Collected data entries =
________

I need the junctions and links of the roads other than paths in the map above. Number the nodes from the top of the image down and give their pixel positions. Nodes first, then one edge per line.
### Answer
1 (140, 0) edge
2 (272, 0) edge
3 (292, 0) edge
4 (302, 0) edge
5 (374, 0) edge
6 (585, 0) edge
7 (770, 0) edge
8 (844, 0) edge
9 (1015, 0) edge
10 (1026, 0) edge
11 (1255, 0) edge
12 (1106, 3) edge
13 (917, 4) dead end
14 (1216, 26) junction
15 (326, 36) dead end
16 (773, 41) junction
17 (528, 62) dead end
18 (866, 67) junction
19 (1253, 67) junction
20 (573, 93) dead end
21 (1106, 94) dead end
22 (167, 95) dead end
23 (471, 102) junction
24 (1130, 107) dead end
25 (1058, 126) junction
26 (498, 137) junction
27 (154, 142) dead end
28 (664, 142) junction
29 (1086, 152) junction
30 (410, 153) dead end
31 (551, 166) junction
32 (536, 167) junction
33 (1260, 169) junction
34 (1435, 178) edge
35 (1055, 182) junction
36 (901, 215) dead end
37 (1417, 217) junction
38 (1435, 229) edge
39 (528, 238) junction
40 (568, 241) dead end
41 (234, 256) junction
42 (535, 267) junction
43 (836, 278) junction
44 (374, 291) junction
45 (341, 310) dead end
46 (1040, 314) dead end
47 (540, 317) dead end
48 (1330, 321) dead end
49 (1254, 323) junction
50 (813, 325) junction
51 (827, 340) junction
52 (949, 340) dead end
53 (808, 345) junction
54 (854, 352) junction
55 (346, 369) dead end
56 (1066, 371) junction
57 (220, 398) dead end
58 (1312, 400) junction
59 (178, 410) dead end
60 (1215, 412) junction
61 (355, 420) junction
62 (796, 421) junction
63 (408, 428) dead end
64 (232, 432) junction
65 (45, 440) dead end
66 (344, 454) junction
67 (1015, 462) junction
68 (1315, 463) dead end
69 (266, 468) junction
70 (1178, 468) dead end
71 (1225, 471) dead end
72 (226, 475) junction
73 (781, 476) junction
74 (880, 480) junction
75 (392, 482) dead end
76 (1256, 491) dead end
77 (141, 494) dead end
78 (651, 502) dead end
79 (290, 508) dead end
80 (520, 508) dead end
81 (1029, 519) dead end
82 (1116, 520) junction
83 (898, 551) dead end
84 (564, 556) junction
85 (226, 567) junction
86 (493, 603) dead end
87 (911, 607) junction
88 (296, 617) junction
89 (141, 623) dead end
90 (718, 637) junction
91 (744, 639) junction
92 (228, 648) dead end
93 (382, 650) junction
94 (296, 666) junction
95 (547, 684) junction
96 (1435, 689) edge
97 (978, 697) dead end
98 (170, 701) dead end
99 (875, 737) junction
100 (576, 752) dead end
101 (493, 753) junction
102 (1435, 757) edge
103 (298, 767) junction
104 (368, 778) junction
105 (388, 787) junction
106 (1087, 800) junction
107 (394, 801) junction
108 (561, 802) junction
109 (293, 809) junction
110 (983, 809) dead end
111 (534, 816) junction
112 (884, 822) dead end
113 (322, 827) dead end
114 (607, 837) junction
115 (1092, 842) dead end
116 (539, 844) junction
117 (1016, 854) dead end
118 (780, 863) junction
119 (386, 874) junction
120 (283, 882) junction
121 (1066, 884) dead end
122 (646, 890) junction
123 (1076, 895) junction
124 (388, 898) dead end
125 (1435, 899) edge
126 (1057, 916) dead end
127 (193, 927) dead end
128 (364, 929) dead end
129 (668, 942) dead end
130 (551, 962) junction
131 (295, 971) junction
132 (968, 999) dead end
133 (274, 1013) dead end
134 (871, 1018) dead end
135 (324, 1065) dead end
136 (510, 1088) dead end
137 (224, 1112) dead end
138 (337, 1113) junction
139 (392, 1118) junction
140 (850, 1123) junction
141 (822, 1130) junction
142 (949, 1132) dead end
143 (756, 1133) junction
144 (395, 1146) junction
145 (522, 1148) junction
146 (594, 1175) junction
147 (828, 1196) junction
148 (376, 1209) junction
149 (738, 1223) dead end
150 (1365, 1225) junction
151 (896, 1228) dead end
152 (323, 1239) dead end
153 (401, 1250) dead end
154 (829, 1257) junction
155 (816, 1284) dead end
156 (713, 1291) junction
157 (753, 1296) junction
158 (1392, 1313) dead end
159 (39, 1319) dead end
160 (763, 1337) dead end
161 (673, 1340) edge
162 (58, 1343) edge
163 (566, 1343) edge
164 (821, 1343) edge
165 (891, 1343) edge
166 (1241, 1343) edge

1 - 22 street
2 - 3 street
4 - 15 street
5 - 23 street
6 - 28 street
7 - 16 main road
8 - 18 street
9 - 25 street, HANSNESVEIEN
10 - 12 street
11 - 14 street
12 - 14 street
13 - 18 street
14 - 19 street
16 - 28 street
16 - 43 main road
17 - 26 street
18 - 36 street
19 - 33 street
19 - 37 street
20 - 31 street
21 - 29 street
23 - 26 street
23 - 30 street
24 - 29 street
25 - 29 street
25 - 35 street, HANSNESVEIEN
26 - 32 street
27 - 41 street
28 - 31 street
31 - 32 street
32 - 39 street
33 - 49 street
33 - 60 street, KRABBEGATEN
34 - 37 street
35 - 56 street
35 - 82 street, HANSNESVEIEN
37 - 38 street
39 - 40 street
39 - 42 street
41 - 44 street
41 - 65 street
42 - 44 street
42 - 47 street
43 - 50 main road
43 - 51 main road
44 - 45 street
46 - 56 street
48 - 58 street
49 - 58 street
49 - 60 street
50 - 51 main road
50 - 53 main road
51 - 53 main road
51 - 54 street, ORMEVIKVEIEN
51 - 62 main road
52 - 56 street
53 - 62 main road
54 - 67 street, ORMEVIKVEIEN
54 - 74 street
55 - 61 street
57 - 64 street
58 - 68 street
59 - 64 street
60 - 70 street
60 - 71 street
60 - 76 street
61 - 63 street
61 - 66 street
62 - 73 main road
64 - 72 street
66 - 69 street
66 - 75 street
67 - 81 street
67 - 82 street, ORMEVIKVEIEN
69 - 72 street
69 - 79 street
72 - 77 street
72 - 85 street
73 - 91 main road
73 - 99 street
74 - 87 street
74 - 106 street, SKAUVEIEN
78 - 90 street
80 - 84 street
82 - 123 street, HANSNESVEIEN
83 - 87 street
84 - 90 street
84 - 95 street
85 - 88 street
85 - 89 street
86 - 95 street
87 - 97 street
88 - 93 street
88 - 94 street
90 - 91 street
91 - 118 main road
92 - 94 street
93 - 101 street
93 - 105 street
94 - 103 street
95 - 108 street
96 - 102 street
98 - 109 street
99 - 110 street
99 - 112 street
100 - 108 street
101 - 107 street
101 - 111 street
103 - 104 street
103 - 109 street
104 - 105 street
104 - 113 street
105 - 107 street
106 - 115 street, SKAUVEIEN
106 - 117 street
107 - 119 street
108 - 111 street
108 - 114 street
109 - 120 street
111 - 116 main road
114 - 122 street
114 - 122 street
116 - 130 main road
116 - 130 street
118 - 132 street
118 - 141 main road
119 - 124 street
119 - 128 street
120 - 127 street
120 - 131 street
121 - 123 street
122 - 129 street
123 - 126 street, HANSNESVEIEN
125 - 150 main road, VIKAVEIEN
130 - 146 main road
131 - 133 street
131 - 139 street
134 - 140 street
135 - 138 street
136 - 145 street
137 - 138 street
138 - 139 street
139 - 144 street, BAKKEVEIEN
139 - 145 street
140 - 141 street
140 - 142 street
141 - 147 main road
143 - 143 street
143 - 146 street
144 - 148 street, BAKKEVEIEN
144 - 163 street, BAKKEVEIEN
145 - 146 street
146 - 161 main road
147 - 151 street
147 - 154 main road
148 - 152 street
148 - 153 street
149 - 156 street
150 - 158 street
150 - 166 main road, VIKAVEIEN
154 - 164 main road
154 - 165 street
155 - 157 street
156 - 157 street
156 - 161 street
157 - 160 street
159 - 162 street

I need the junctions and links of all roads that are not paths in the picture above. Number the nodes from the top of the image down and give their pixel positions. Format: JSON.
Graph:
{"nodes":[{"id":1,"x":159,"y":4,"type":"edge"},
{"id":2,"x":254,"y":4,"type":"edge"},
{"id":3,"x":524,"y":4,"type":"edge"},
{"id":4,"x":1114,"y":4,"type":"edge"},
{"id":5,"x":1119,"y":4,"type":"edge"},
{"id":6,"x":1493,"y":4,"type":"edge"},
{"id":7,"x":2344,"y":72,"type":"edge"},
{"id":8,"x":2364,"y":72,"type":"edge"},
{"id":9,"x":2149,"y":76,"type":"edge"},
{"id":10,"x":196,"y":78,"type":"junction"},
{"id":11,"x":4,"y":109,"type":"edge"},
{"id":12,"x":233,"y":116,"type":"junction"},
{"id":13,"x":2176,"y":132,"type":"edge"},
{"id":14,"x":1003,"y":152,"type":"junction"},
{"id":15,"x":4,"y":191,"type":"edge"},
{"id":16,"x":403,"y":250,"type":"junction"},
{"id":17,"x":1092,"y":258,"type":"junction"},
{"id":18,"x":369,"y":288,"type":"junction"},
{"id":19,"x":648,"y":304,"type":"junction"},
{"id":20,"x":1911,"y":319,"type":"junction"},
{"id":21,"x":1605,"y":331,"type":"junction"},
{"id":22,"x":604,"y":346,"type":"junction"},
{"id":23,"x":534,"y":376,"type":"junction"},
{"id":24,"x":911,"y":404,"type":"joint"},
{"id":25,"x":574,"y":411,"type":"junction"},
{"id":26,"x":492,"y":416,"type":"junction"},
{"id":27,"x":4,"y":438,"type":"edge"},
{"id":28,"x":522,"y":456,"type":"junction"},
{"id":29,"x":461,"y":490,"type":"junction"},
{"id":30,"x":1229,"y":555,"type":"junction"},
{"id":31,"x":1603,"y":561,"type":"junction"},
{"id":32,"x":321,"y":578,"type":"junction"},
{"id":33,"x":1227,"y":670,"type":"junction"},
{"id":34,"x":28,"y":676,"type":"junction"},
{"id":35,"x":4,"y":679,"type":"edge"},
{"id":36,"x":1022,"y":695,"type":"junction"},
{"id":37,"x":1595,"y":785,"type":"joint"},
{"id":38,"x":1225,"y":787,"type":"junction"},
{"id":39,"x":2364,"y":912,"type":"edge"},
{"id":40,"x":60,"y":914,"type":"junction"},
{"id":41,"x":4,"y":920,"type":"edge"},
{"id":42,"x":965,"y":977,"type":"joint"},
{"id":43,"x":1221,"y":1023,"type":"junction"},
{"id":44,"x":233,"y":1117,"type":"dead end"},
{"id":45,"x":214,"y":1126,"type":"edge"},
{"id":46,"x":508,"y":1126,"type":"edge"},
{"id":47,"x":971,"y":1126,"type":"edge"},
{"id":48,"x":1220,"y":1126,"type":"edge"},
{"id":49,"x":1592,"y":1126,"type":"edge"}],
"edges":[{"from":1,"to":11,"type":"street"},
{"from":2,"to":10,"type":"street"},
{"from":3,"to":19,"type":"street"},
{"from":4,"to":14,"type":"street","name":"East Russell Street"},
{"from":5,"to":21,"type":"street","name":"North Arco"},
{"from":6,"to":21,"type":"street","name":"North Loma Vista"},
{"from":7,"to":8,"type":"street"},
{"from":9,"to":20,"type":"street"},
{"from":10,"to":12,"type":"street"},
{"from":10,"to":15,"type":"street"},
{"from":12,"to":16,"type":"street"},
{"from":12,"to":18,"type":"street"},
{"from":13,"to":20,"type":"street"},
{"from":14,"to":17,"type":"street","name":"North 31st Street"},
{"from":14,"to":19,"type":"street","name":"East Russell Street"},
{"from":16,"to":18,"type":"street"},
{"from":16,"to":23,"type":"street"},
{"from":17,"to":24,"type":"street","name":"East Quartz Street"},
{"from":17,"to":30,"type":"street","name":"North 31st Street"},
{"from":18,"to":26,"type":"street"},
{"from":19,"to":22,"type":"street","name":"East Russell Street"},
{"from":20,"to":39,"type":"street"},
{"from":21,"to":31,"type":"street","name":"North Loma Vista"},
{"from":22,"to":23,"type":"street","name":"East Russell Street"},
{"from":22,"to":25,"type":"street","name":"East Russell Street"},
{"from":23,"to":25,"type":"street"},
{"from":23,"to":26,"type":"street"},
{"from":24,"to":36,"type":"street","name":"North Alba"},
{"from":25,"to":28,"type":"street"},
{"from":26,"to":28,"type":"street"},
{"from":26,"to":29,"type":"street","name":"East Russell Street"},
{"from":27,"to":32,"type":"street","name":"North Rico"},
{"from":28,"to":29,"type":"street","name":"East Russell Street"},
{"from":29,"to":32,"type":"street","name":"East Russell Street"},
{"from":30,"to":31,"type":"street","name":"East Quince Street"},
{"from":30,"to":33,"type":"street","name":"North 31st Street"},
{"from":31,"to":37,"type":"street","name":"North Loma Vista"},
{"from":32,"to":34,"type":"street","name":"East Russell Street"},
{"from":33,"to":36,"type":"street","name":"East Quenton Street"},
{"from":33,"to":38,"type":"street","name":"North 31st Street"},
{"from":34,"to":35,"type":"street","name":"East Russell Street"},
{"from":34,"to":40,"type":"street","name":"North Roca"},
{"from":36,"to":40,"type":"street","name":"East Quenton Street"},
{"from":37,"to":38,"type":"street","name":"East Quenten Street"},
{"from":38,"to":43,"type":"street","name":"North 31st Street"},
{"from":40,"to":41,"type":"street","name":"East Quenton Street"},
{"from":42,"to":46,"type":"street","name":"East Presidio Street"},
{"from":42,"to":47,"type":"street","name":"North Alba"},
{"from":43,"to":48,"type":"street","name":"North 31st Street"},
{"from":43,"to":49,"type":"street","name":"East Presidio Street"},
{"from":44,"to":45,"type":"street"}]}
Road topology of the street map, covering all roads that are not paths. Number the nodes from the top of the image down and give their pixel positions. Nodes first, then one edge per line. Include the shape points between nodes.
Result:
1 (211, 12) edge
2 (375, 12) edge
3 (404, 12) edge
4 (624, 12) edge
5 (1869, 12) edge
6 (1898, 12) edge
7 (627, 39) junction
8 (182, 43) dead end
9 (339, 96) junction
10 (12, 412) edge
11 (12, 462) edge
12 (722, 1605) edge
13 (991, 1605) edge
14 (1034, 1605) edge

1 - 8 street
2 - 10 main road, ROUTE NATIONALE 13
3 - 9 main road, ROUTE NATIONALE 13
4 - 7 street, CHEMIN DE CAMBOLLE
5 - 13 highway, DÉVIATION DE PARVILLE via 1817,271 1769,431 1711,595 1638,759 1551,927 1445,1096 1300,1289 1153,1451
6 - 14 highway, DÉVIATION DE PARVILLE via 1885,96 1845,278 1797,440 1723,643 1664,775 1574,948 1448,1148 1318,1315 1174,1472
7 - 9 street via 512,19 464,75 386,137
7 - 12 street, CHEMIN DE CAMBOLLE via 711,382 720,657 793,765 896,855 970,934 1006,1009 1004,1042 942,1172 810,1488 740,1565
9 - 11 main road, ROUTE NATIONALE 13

________

Work item =
Copy out every line of the data in which the word "Vista" is found.

Output of the exercise =
{"from":6,"to":21,"type":"street","name":"North Loma Vista"},
{"from":21,"to":31,"type":"street","name":"North Loma Vista"},
{"from":31,"to":37,"type":"street","name":"North Loma Vista"},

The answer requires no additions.